## PROBLEM TO SOLVE
All that should come back is the lines of the data below from the one containing "index tip: (588, 177)" to the one containing "index dip: (495, 484)", inclusive, exactly as they stand.

-=-=-

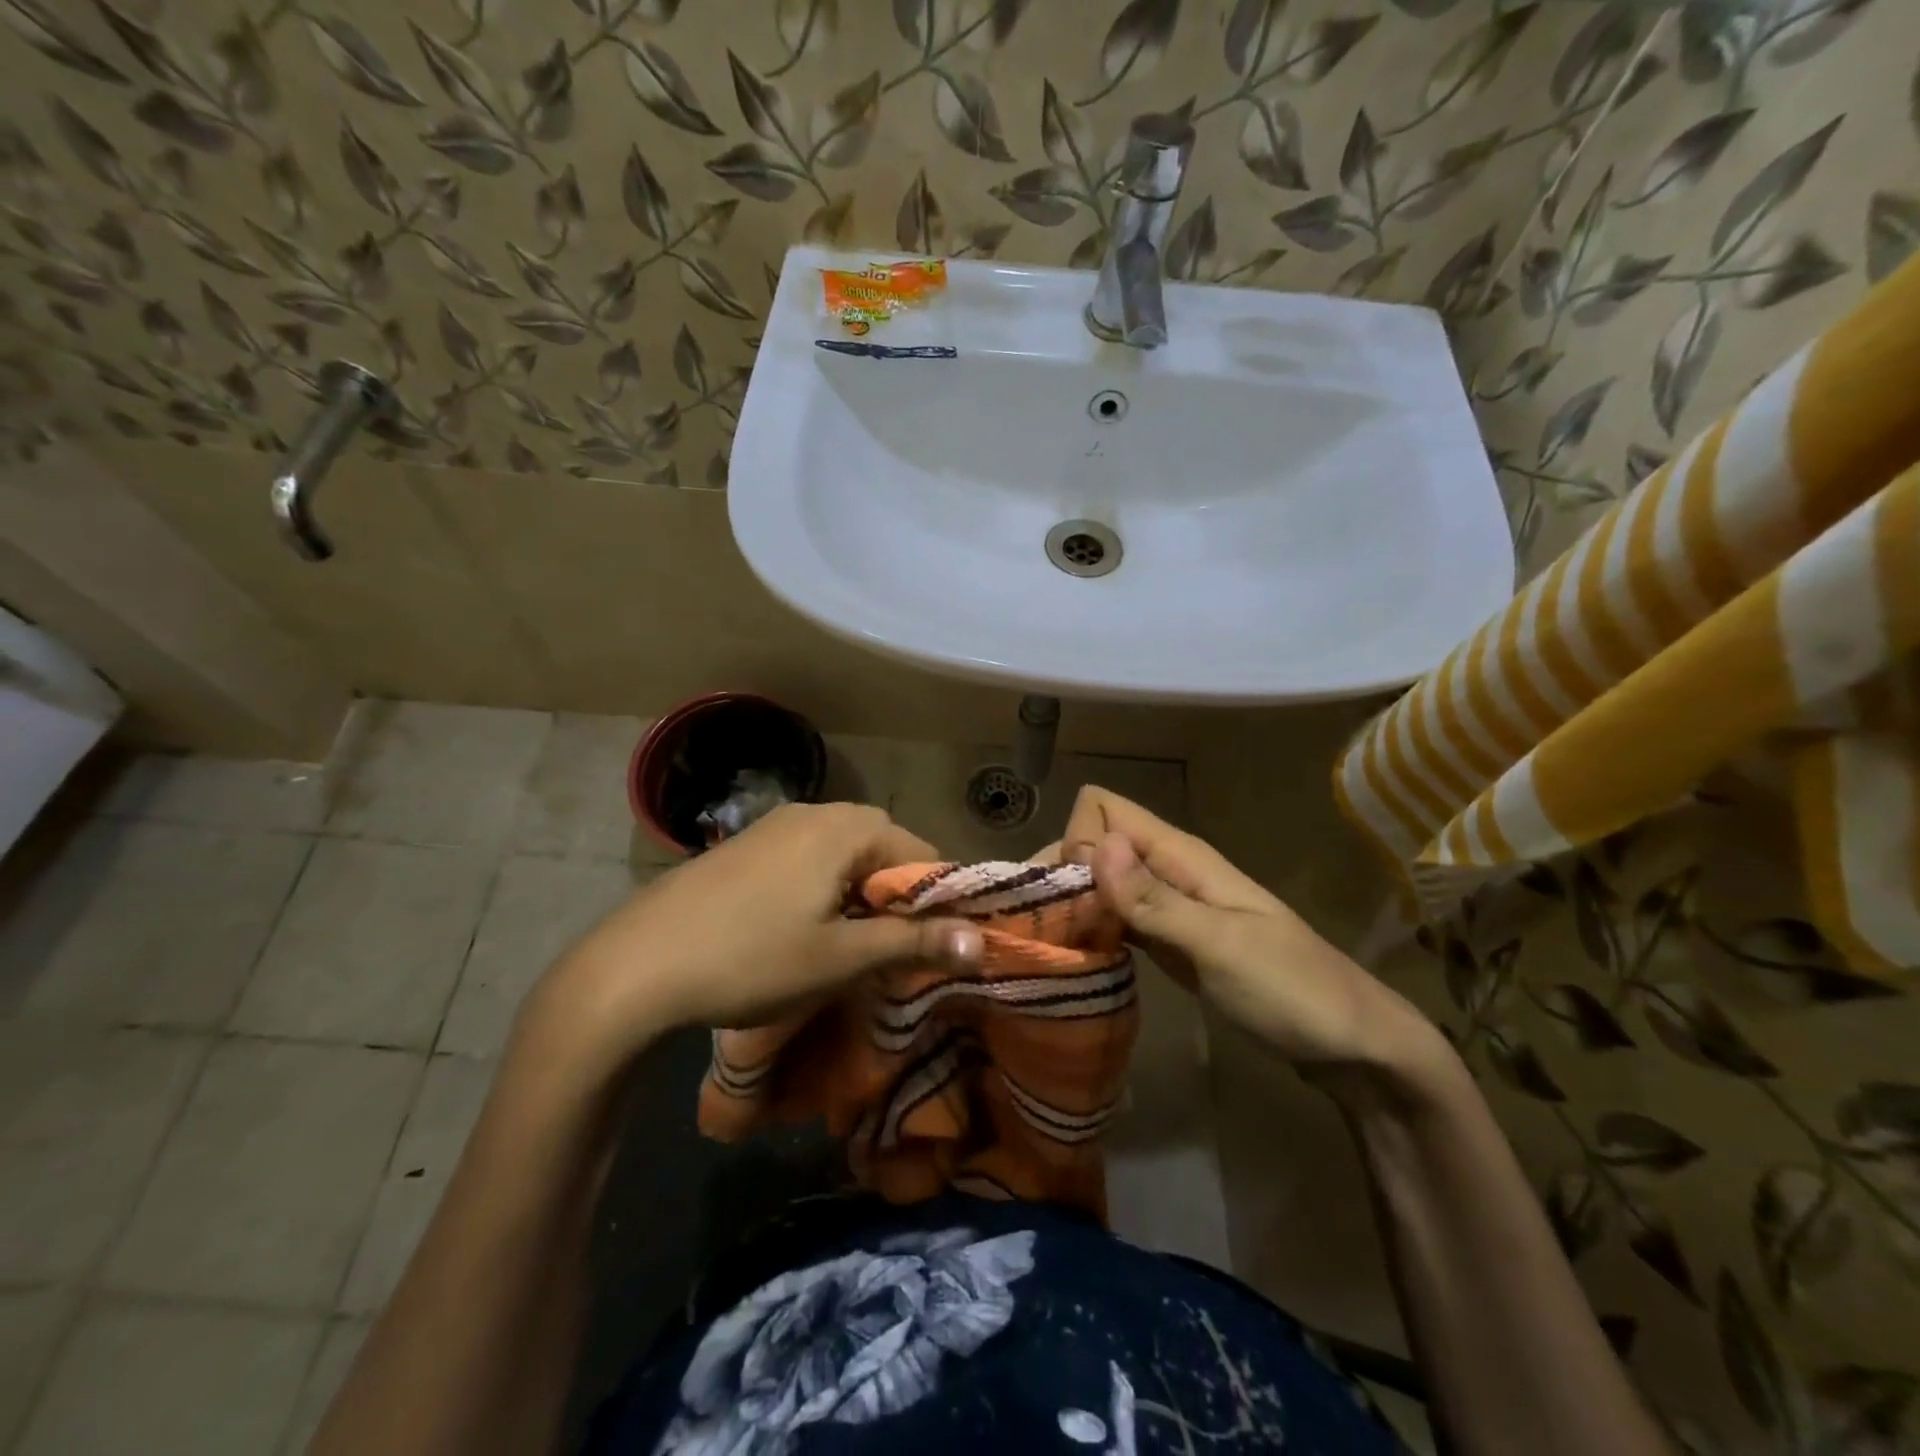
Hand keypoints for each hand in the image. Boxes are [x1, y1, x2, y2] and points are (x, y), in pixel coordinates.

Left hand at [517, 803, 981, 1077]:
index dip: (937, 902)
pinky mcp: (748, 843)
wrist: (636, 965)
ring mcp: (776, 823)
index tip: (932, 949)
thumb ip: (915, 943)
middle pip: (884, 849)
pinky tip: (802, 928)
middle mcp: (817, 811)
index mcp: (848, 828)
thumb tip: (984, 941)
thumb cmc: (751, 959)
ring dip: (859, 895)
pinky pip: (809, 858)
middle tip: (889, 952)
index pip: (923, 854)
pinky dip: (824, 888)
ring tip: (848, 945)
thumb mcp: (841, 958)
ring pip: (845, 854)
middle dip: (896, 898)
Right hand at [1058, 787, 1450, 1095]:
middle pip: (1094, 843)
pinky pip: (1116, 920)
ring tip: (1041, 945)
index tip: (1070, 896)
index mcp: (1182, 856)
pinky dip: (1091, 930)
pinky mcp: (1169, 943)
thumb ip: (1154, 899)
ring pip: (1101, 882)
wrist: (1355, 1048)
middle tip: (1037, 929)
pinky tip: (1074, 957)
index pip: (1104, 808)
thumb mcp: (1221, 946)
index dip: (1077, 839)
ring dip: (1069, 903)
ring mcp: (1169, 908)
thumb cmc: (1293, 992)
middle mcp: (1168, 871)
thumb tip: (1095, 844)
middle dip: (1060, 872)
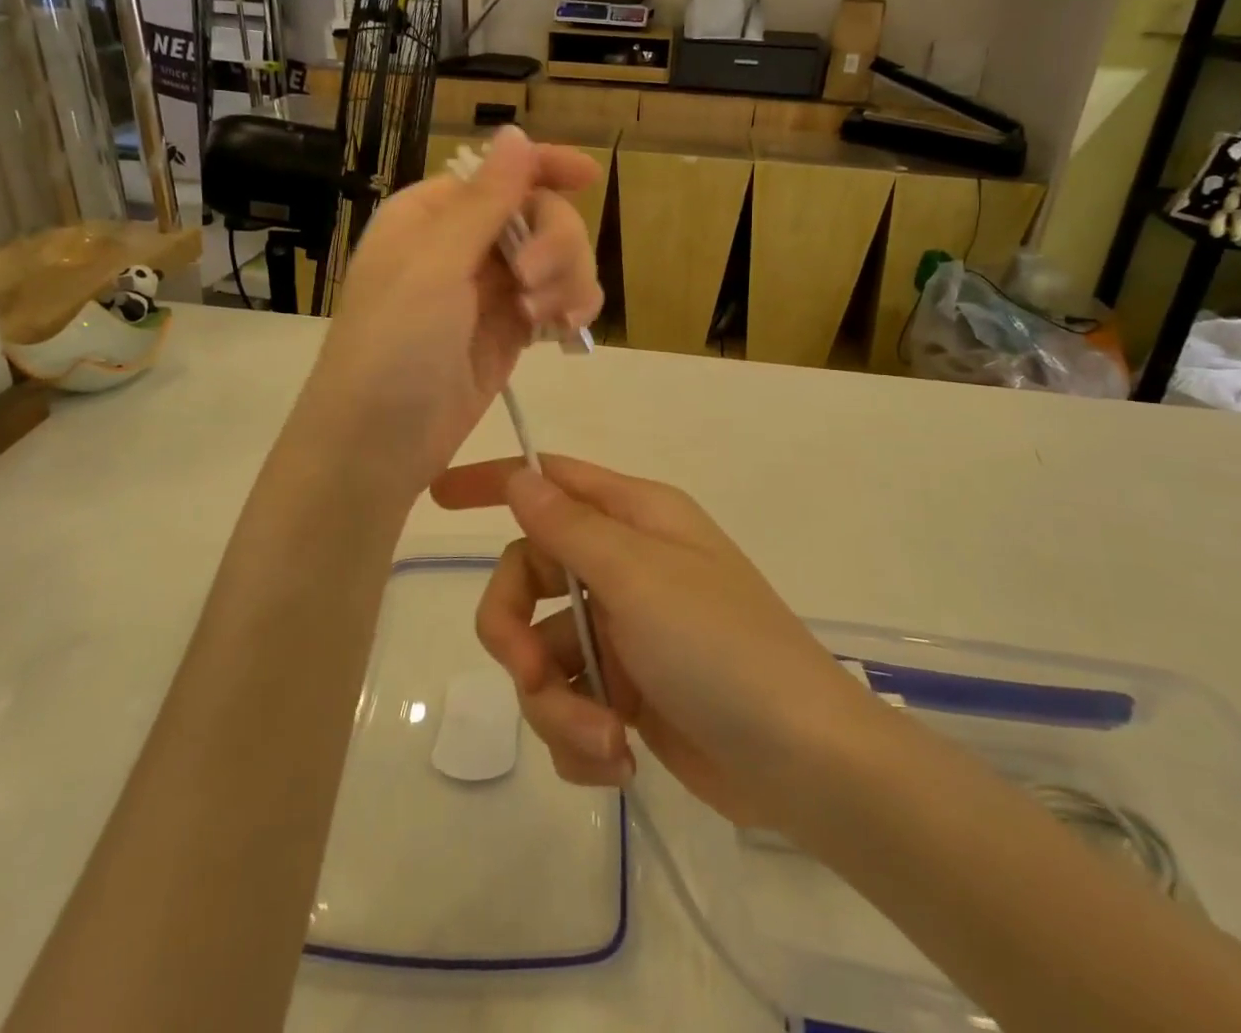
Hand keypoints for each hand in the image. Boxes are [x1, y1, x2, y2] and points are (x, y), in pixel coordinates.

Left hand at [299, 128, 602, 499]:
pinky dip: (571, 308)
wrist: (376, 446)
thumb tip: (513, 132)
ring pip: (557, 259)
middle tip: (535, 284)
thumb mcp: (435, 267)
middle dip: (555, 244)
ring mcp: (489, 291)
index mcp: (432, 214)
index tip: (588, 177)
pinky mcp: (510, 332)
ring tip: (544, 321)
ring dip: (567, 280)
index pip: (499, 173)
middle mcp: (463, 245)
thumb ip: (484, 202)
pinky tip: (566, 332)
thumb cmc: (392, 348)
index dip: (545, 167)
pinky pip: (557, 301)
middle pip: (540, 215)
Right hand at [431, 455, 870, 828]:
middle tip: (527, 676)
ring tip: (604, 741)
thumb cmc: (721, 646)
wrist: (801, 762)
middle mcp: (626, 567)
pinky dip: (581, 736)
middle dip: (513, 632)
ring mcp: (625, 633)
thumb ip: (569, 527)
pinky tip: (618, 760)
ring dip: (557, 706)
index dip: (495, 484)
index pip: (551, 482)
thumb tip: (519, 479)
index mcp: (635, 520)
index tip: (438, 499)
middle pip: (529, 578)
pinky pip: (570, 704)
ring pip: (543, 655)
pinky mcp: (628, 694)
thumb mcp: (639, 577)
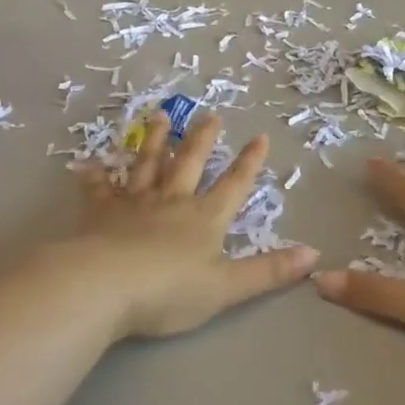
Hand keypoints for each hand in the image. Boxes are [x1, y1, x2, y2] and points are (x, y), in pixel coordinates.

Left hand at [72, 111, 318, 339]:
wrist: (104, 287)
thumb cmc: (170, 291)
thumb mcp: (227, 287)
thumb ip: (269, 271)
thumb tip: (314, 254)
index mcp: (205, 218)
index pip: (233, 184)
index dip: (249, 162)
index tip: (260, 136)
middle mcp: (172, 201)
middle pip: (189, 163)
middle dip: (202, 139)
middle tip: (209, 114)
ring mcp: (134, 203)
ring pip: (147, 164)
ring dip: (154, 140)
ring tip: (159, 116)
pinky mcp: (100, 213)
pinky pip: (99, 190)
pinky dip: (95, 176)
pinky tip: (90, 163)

-=-=-

## SOLUTION FOR THIS TASK
index tip: (588, 177)
pinky mcp: (510, 332)
ring tip: (544, 321)
ring dip: (567, 280)
index pip: (499, 173)
middle mcp: (463, 245)
thumb ip: (484, 202)
pinky tip: (566, 332)
thumb cmc: (392, 348)
index dip: (545, 167)
pinky pip: (557, 301)
middle pip: (540, 215)
Right hand at [431, 455, 870, 828]:
middle tip: (527, 676)
ring tip: (604, 741)
thumb cmc: (721, 646)
wrist: (801, 762)
middle mcp: (626, 567)
pinky dip: (581, 736)
middle dip: (513, 632)
ring mcp: (625, 633)
thumb ip: (569, 527)
pinky tip: (618, 760)
ring dip: (557, 706)
index dip: (495, 484)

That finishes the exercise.